*** Record excerpts Section Begins ***

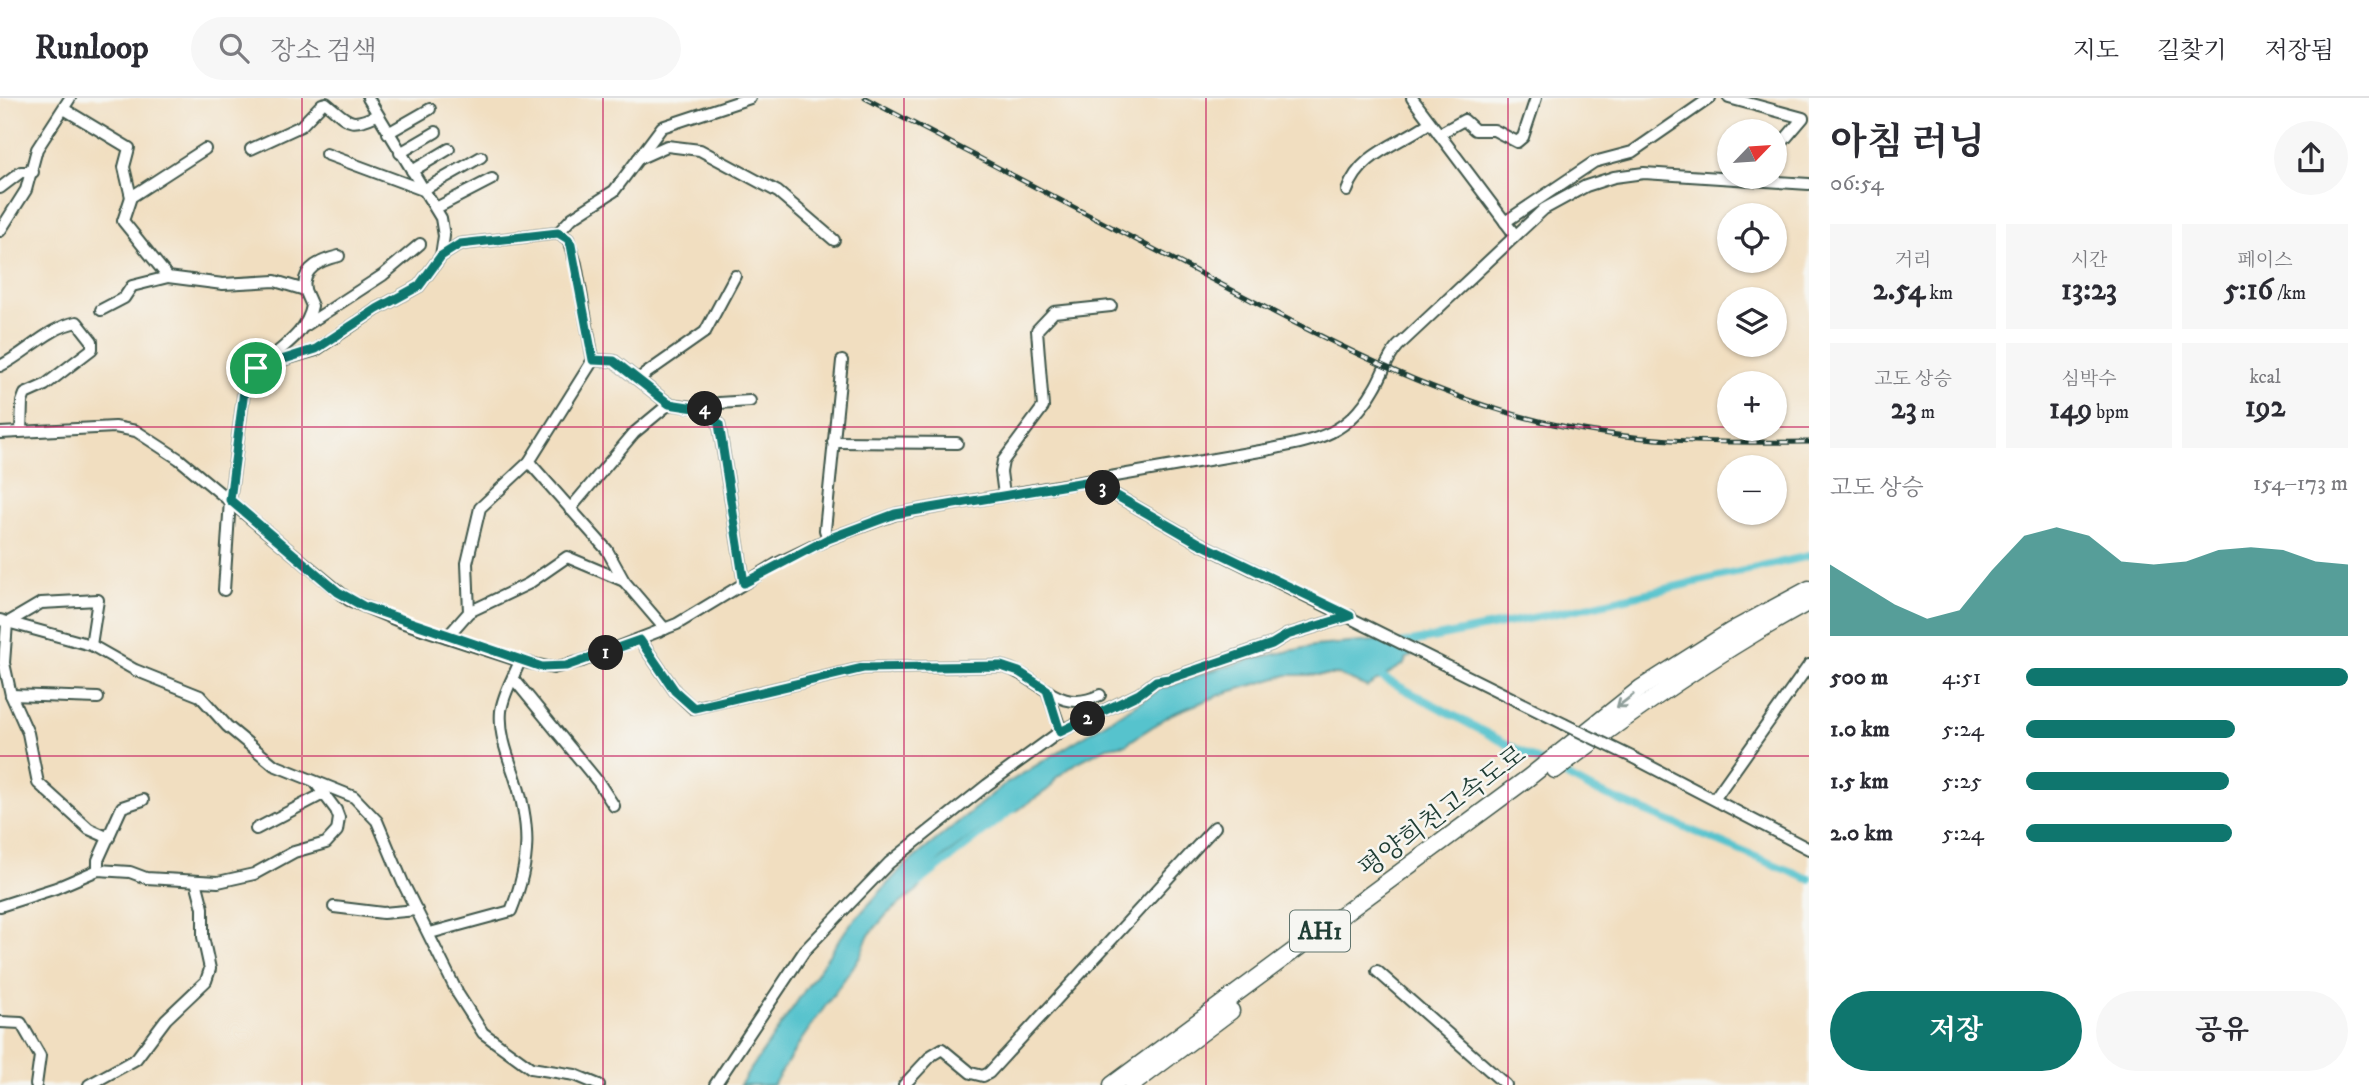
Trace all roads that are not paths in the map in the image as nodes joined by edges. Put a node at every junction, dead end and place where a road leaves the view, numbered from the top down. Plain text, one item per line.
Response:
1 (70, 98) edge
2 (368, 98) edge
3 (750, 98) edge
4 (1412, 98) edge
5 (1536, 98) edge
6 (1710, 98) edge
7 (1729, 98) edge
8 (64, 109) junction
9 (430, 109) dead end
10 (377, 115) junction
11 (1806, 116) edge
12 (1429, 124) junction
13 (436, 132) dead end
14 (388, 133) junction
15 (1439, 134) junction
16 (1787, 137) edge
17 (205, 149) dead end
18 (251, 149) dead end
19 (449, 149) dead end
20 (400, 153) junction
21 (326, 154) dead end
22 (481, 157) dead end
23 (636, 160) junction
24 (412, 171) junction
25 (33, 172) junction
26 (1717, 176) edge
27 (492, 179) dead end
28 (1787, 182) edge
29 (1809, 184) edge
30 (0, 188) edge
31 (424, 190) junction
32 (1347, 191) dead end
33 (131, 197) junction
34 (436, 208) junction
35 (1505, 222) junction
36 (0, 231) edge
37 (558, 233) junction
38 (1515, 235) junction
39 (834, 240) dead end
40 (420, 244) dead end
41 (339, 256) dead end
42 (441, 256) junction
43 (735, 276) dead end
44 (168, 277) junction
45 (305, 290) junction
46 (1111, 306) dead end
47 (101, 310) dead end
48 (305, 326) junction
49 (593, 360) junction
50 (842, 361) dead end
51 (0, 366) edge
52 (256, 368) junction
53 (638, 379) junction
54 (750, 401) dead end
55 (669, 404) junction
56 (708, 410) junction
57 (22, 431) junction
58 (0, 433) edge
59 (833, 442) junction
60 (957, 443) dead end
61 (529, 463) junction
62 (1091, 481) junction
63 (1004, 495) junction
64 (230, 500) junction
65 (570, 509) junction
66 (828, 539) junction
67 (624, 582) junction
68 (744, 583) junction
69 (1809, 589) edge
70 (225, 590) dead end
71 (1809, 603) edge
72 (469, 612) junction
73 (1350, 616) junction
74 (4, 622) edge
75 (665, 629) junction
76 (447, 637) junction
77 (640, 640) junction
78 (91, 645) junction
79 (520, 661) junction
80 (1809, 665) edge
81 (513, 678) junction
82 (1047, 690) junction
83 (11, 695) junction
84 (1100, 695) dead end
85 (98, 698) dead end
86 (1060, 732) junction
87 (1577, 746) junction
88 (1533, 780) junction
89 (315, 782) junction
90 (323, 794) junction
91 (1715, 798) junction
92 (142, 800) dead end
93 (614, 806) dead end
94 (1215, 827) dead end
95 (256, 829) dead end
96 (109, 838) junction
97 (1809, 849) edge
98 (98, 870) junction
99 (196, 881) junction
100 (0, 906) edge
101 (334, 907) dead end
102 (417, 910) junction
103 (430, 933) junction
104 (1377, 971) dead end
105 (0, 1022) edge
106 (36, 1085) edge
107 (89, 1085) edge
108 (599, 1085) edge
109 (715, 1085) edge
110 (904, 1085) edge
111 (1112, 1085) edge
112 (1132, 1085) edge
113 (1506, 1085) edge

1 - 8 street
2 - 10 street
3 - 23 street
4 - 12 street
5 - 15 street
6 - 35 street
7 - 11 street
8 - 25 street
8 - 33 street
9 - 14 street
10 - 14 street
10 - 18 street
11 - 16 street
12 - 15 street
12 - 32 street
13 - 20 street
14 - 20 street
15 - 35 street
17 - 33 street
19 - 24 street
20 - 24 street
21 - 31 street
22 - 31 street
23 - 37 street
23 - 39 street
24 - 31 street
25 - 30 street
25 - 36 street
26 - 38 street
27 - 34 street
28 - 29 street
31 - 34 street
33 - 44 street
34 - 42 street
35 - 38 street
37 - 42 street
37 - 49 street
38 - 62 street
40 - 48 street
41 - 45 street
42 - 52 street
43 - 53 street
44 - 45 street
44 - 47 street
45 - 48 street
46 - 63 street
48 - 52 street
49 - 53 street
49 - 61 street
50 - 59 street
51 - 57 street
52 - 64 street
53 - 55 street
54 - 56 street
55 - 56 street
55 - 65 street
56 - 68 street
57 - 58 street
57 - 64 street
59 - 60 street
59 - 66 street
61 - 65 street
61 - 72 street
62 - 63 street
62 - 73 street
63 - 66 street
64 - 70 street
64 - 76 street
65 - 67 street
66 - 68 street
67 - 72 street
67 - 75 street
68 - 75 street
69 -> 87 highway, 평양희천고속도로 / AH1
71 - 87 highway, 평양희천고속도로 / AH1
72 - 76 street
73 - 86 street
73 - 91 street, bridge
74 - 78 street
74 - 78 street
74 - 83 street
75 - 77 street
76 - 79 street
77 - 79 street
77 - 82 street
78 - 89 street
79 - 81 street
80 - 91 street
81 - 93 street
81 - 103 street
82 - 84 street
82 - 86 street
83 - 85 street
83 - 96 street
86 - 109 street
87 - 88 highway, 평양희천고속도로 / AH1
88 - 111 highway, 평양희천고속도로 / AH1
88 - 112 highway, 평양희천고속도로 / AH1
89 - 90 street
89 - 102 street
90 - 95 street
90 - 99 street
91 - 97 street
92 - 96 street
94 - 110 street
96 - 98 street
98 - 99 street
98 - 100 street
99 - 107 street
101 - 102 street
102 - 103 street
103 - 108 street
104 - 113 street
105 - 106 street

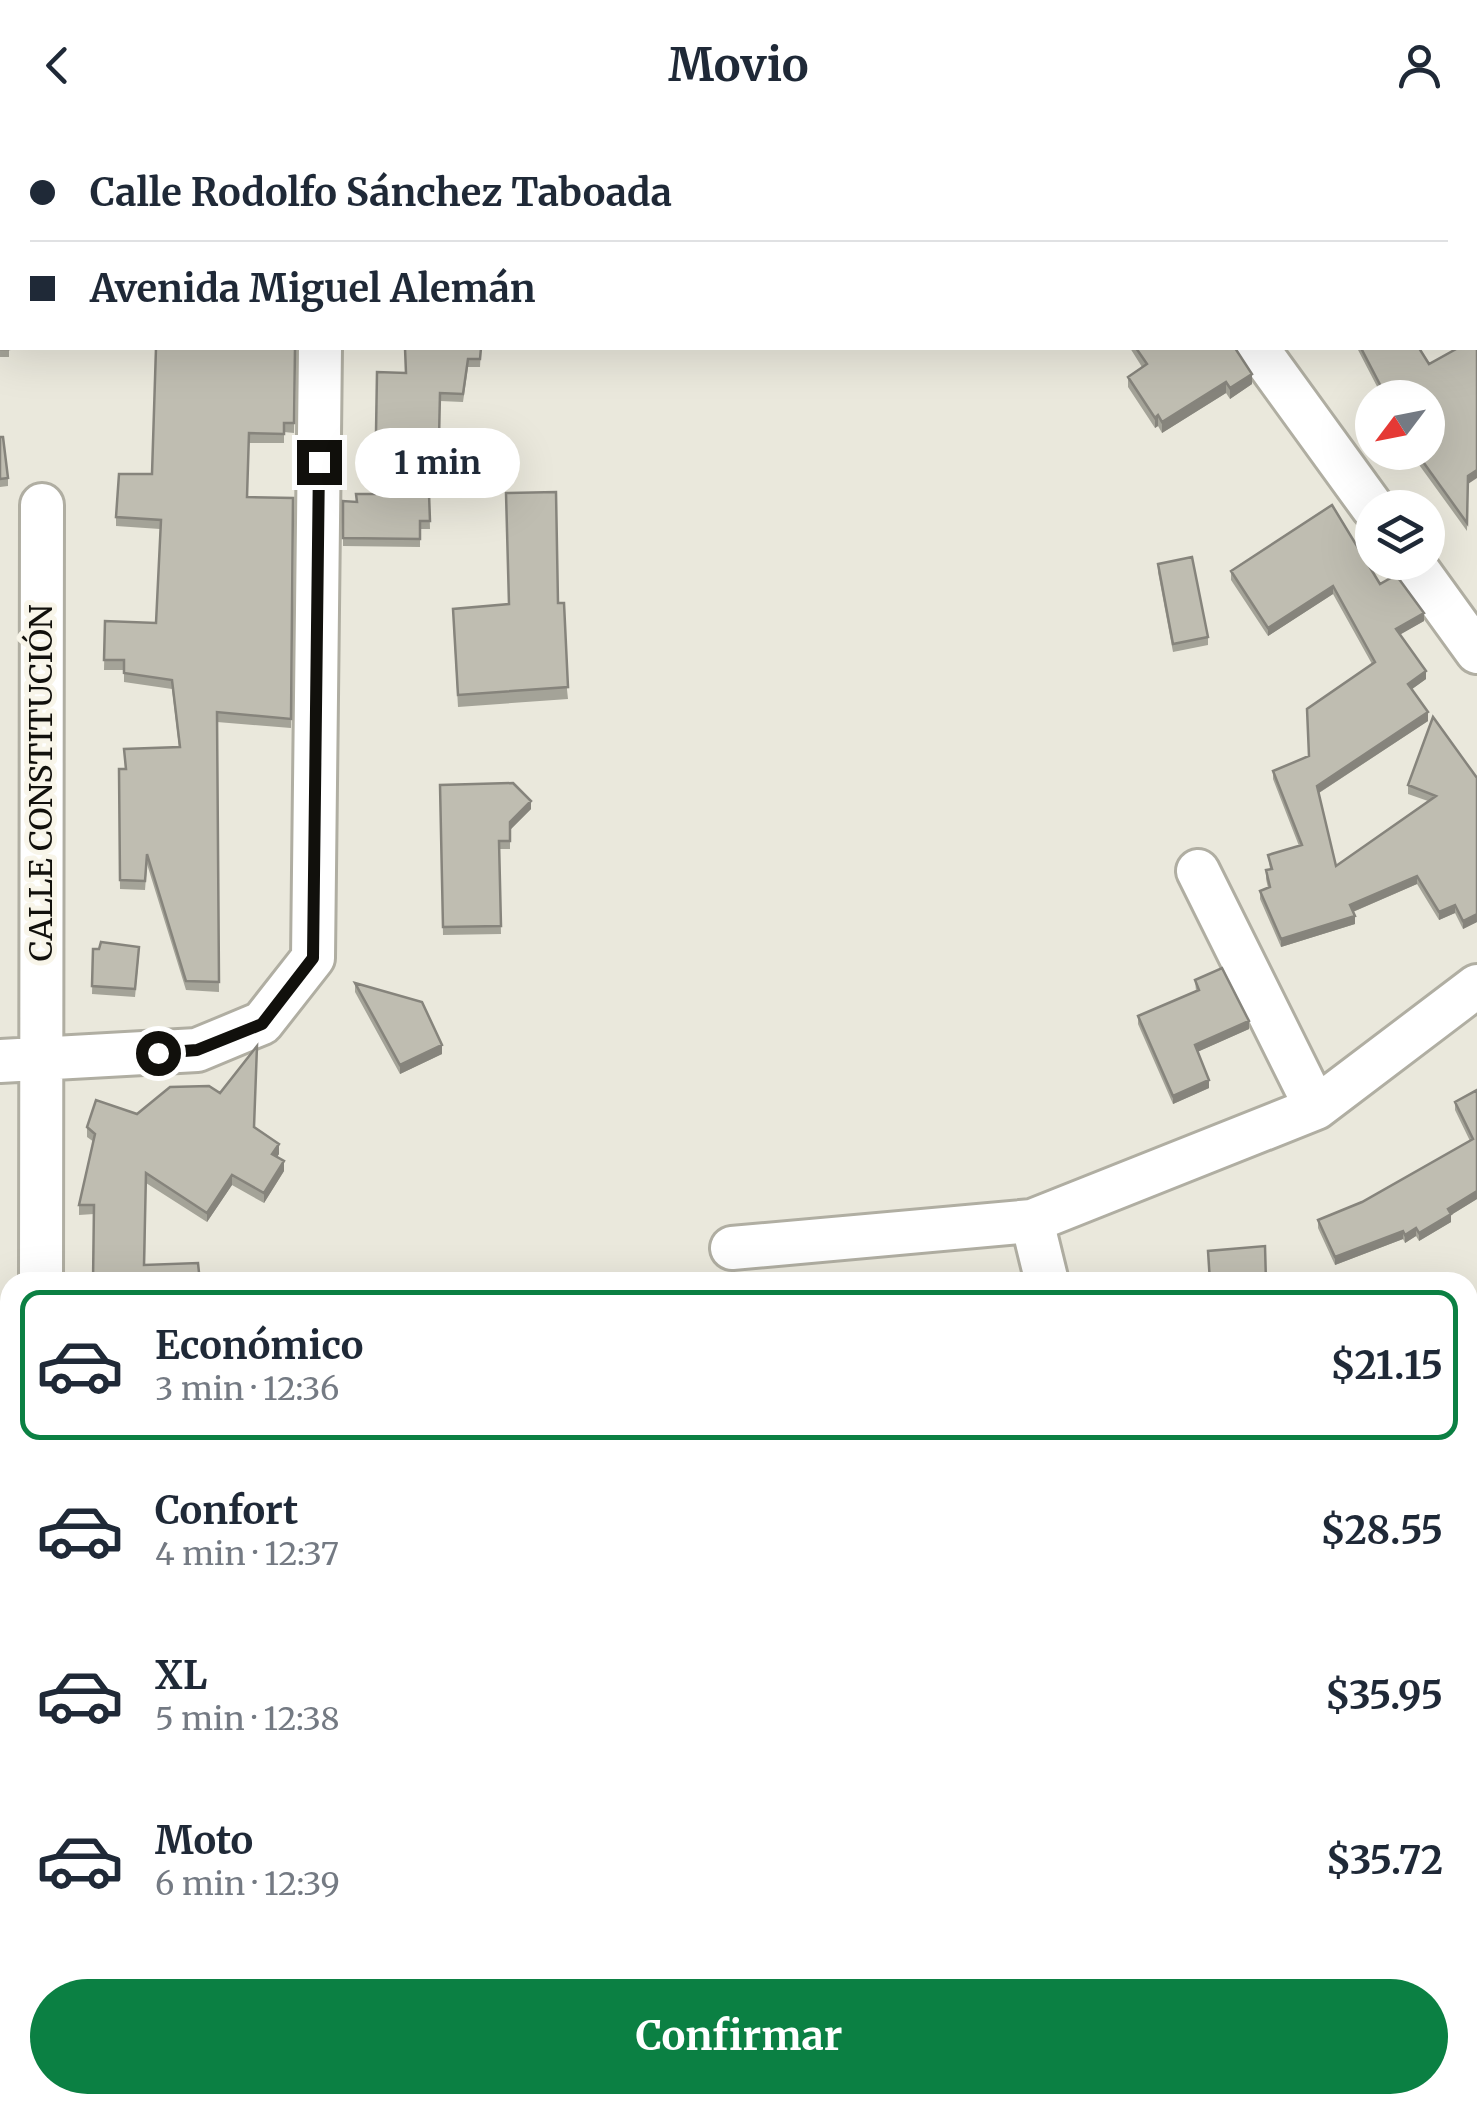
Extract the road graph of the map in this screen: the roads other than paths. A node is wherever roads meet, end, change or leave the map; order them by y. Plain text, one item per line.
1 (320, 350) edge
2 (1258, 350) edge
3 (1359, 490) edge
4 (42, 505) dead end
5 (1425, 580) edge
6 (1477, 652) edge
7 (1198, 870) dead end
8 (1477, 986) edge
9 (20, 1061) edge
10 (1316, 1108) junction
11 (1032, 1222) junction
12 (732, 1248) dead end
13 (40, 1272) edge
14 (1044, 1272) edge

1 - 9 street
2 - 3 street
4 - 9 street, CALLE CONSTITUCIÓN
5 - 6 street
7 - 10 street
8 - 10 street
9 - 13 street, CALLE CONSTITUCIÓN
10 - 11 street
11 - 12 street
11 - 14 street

*** Record excerpts Section Ends ***

◆ **Task item**:
Please write out all of the data verbatim, with no pictures in the copy.

◆ **Exercise result**:
Trace all roads that are not paths in the map in the image as nodes joined by edges. Put a node at every junction, dead end and place where a road leaves the view, numbered from the top down. Plain text, one item per line.
Response:
1 (70, 98) edge
2 (368, 98) edge
3 (750, 98) edge
4 (1412, 98) edge
5 (1536, 98) edge
6 (1710, 98) edge
7 (1729, 98) edge
8 (64, 109) junction
9 (430, 109) dead end
10 (377, 115) junction
11 (1806, 116) edge
12 (1429, 124) junction
13 (436, 132) dead end
14 (388, 133) junction
15 (1439, 134) junction
16 (1787, 137) edge
17 (205, 149) dead end
18 (251, 149) dead end
19 (449, 149) dead end
20 (400, 153) junction
21 (326, 154) dead end
22 (481, 157) dead end
23 (636, 160) junction
24 (412, 171) junction
25 (33, 172) junction
26 (1717, 176) edge
27 (492, 179) dead end
28 (1787, 182) edge
29 (1809, 184) edge
30 (0, 188) edge
31 (424, 190) junction
32 (1347, 191) dead end
33 (131, 197) junction
34 (436, 208) junction
35 (1505, 222) junction
36 (0, 231) edge
37 (558, 233) junction
38 (1515, 235) junction
39 (834, 240) dead end
40 (420, 244) dead end
41 (339, 256) dead end
42 (441, 256) junction
43 (735, 276) dead end
44 (168, 277) junction
45 (305, 290) junction
46 (1111, 306) dead end
47 (101, 310) dead end
48 (305, 326) junction
49 (593, 360) junction
50 (842, 361) dead end
51 (0, 366) edge
52 (256, 368) junction
53 (638, 379) junction
54 (750, 401) dead end
55 (669, 404) junction
56 (708, 410) junction
57 (22, 431) junction
58 (0, 433) edge
59 (833, 442) junction
60 (957, 443) dead end
61 (529, 463) junction
62 (1091, 481) junction
63 (1004, 495) junction
64 (230, 500) junction
65 (570, 509) junction
66 (828, 539) junction
67 (624, 582) junction
68 (744, 583) junction
69 (1809, 589) edge
70 (225, 590) dead end
71 (1809, 603) edge
72 (469, 612) junction
73 (1350, 616) junction
74 (4, 622) edge
75 (665, 629) junction
76 (447, 637) junction
77 (640, 640) junction
78 (91, 645) junction
79 (520, 661) junction
80 (1809, 665) edge
81 (513, 678) junction
82 (1047, 690) junction
83 (11, 695) junction
84 (1100, 695) dead end
85 (98, 698) dead end
86 (1060, 732) junction
87 (1577, 746) junction
88 (1533, 780) junction
89 (315, 782) junction
90 (323, 794) junction
91 (1715, 798) junction
92 (142, 800) dead end
93 (614, 806) dead end
94 (1215, 827) dead end
95 (256, 829) dead end
96 (109, 838) junction
97 (1809, 849) edge
98 (98, 870) junction
99 (196, 881) junction
100 (0, 906) edge
101 (334, 907) dead end
102 (417, 910) junction
103 (430, 933) junction
104 (1377, 971) dead end
105 (0, 1022) edge
106 (36, 1085) edge
107 (89, 1085) edge
108 (599, 1085) edge
109 (715, 1085) edge
110 (904, 1085) edge
111 (1112, 1085) edge
112 (1132, 1085) edge
113 (1506, 1085) edge

1 - 8 street
2 - 10 street
3 - 23 street
4 - 12 street
5 - 15 street
6 - 35 street
7 - 11 street
8 - 25 street
8 - 33 street
9 - 14 street
10 - 14 street
10 - 18 street
11 - 16 street
12 - 15 street
12 - 32 street
13 - 20 street
14 - 20 street
15 - 35 street
17 - 33 street
19 - 24 street
20 - 24 street
21 - 31 street
22 - 31 street
23 - 37 street
23 - 39 street
24 - 31 street
25 - 30 street
25 - 36 street
26 - 38 street
27 - 34 street
28 - 29 street
31 - 34 street
33 - 44 street
34 - 42 street
35 - 38 street
37 - 42 street
37 - 49 street
38 - 62 street
40 - 48 street
41 - 45 street
42 - 52 street
43 - 53 street
44 - 45 street
44 - 47 street
45 - 48 street
46 - 63 street
48 - 52 street
49 - 53 street
49 - 61 street
50 - 59 street
51 - 57 street
52 - 64 street
53 - 55 street
54 - 56 street
55 - 56 street
55 - 65 street
56 - 68 street
57 - 58 street
57 - 64 street
59 - 60 street
59 - 66 street
61 - 65 street
61 - 72 street
62 - 63 street
62 - 73 street
63 - 66 street
64 - 70 street
64 - 76 street
65 - 67 street
66 - 68 street
67 - 72 street
67 - 75 street
68 - 75 street
69 -> 87 highway, 평양희천고속도로 / AH1
71 - 87 highway, 평양희천고속도로 / AH1
72 - 76 street
73 - 86 street
73 - 91 street, bridge
74 - 78 street
74 - 78 street
74 - 83 street
75 - 77 street
76 - 79 street
77 - 79 street
77 - 82 street
78 - 89 street
79 - 81 street
80 - 91 street
81 - 93 street
81 - 103 street
82 - 84 street
82 - 86 street
83 - 85 street
83 - 96 street
86 - 109 street
87 - 88 highway, 평양희천고속도로 / AH1
88 - 111 highway, 평양희천고속도로 / AH1
88 - 112 highway, 평양희천고속도로 / AH1
89 - 90 street
89 - 102 street
90 - 95 street
90 - 99 street
91 - 97 street
92 - 96 street
94 - 110 street
96 - 98 street
98 - 99 street
98 - 100 street
99 - 107 street
101 - 102 street
102 - 103 street
103 - 108 street
104 - 113 street
105 - 106 street

Extract the road graph of the map in this screen: the roads other than paths. A node is wherever roads meet, end, change or leave the map; order them by y. Plain text, one item per line.
1 (320, 350) edge
2 (1258, 350) edge
3 (1359, 490) edge
4 (42, 505) dead end
5 (1425, 580) edge
6 (1477, 652) edge
7 (1198, 870) dead end
8 (1477, 986) edge
9 (20, 1061) edge
10 (1316, 1108) junction
11 (1032, 1222) junction
12 (732, 1248) dead end
13 (40, 1272) edge
14 (1044, 1272) edge

1 - 9 street
2 - 3 street
4 - 9 street, CALLE CONSTITUCIÓN
5 - 6 street
7 - 10 street
8 - 10 street
9 - 13 street, CALLE CONSTITUCIÓN
10 - 11 street
11 - 12 street
11 - 14 street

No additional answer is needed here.